Beet Leaf Holopchi for Recipes to Rival


This month, with this recipe, I have had my horizons sufficiently broadened.  While we're used to the concept of bread as a main ingredient in such dishes as egg-soaked pain perdu, tomato-soaked panzanella, and fruit-soaked summer pudding, in the Ukrainian dish holopchi, bread isn't soaked at all.  Instead, it's baked in a wrapping of beet greens, which bar the dill-spiked cream sauce, added just before serving, from fully infiltrating the center.  

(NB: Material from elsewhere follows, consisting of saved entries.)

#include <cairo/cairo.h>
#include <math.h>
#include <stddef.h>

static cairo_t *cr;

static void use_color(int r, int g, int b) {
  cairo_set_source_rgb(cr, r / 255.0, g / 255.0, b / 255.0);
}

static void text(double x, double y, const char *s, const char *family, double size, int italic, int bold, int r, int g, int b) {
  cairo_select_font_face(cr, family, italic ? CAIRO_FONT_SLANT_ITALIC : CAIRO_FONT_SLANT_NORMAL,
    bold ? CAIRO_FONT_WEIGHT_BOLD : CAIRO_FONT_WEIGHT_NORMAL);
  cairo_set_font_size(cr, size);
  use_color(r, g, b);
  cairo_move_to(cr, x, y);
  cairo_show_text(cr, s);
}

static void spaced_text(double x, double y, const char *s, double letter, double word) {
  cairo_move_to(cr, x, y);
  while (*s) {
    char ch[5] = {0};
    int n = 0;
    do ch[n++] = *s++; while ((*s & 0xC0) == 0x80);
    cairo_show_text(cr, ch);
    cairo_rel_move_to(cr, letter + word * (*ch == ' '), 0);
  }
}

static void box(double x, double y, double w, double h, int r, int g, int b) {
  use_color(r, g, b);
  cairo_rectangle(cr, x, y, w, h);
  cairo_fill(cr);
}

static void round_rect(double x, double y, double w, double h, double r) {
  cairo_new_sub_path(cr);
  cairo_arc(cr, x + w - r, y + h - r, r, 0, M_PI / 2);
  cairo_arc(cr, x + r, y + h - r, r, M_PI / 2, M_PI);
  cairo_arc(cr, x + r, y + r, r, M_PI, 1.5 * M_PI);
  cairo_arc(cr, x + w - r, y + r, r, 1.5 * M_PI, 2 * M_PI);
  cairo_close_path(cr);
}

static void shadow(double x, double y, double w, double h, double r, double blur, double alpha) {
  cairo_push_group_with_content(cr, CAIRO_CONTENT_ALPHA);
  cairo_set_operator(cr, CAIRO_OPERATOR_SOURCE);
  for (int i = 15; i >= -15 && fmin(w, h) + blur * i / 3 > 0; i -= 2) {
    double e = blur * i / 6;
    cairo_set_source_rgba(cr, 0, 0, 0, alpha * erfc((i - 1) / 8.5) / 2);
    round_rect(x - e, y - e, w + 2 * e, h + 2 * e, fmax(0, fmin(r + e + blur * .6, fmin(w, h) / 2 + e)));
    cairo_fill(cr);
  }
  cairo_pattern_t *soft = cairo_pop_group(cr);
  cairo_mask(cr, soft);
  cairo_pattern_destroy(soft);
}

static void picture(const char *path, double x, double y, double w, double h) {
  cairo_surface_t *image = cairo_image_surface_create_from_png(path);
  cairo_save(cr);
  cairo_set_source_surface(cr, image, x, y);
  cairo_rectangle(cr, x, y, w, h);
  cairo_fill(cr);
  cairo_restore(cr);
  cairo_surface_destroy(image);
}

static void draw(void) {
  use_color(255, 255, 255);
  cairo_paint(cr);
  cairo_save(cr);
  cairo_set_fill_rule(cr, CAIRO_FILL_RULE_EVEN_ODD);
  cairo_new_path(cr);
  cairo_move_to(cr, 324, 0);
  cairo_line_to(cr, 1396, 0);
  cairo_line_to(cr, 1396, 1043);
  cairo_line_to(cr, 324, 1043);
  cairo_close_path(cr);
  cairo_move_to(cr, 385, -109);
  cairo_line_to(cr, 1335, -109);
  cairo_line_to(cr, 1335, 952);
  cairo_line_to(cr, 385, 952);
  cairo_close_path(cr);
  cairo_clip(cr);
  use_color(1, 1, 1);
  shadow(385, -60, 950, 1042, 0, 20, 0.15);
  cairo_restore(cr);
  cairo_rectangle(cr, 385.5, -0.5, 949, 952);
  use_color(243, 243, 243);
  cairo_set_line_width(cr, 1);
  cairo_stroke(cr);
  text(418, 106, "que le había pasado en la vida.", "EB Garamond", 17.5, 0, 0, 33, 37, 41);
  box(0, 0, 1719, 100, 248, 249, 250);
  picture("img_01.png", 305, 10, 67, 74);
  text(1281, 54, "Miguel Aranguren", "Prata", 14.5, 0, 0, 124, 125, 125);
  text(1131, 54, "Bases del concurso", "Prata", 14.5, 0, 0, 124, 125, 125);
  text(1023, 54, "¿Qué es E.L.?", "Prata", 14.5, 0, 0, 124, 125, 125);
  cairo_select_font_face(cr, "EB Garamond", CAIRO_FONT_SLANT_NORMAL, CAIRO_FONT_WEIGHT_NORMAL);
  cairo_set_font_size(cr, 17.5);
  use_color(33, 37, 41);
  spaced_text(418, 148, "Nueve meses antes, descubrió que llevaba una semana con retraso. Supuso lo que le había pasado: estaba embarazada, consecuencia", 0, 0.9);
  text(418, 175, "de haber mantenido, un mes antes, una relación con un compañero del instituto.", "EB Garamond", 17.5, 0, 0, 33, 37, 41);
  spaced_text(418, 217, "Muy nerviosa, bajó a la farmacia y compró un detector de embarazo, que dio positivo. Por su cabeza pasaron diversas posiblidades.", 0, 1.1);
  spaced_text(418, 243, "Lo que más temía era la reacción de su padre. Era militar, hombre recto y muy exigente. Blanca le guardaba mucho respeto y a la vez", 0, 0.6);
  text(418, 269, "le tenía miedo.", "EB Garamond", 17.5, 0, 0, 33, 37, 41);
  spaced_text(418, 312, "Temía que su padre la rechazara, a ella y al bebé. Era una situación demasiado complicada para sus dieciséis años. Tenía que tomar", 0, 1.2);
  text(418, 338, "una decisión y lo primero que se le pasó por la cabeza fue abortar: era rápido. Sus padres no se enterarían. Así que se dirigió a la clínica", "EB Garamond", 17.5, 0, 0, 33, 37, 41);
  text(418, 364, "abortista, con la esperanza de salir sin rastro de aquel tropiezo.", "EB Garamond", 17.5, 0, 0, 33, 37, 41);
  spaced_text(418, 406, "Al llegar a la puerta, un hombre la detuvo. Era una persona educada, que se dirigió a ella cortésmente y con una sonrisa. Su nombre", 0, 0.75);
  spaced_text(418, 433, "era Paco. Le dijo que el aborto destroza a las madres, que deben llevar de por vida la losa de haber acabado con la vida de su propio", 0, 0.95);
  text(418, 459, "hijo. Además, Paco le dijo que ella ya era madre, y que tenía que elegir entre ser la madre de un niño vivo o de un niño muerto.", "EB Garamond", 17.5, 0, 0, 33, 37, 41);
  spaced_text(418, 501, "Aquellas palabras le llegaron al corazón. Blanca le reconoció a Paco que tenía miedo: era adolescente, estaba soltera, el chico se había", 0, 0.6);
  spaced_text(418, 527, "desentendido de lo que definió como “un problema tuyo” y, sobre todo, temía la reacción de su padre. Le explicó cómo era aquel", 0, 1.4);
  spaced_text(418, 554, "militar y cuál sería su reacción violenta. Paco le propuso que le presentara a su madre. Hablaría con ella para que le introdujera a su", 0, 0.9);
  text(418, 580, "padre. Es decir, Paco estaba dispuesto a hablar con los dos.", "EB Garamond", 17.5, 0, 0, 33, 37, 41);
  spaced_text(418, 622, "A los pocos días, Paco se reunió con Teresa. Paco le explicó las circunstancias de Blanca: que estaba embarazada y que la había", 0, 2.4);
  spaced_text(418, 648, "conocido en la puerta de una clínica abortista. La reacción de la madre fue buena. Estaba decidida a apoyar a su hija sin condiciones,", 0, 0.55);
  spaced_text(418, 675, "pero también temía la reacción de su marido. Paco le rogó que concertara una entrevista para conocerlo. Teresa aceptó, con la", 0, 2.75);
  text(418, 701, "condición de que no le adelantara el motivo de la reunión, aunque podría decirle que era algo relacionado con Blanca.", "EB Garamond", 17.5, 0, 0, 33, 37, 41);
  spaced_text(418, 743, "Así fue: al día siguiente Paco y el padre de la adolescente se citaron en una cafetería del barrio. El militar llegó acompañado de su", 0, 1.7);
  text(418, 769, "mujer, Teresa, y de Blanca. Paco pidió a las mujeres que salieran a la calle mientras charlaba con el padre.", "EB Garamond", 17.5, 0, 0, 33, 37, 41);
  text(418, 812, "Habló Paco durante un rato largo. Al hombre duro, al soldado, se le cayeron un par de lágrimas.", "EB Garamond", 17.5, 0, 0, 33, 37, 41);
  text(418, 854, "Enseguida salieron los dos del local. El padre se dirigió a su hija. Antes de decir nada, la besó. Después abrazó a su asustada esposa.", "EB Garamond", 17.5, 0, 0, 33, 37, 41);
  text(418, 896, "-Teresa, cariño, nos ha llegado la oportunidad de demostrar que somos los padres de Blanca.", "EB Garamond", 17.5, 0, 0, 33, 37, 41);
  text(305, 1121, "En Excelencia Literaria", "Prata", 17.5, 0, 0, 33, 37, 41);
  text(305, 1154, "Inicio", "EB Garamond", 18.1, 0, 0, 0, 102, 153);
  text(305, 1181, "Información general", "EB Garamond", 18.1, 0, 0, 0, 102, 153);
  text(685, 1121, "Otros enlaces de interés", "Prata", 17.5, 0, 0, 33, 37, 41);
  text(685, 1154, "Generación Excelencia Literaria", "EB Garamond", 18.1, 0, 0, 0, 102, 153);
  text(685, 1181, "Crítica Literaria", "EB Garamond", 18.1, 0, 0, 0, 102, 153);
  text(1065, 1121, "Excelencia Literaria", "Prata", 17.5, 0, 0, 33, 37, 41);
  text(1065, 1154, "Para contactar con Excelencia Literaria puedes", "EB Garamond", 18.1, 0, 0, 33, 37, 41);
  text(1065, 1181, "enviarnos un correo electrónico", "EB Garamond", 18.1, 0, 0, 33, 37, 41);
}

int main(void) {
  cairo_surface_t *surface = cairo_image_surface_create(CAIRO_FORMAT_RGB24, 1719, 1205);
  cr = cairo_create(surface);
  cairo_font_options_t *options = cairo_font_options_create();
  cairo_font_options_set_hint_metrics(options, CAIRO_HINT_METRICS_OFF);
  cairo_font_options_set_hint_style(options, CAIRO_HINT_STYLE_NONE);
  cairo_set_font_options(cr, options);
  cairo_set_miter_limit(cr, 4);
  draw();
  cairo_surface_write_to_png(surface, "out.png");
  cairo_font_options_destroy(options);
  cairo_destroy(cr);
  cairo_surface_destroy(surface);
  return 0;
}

Pure peasant food, defined by using what's left.  If you're wondering where to find beet greens, think the tops of beets, which you can save for another purpose.  And in the absence of meat, a fluffy bread dough expands the packages into little pillows of green and red: beet leaf and vein.  Since R and I don't have any fields or farms to tend, the sauce provided a bit more sustenance than our lives require.  So instead of 2 cups heavy cream, I used light.  And instead of 1/2 cup butter, I coated the pan with about a tablespoon.  The dill is the real star of the sauce anyway, so don't skimp on the fresh stuff.
  

If you think you don't like this kind of thing (and how would you know, really, as I for one have never seen anything like it), be open to the possibility that you're wrong.  It's surprisingly tasty, although not particularly assertive.  But isn't white bread meant to be mellow?  Mellow and nourishing, a so-old-it's-new-again use for the staff of life.


You can find the recipe here.  It makes a huge amount, seriously, huge.  So either plan on feeding the farm or cut it in half.  However, I'd suggest making the full sauce recipe.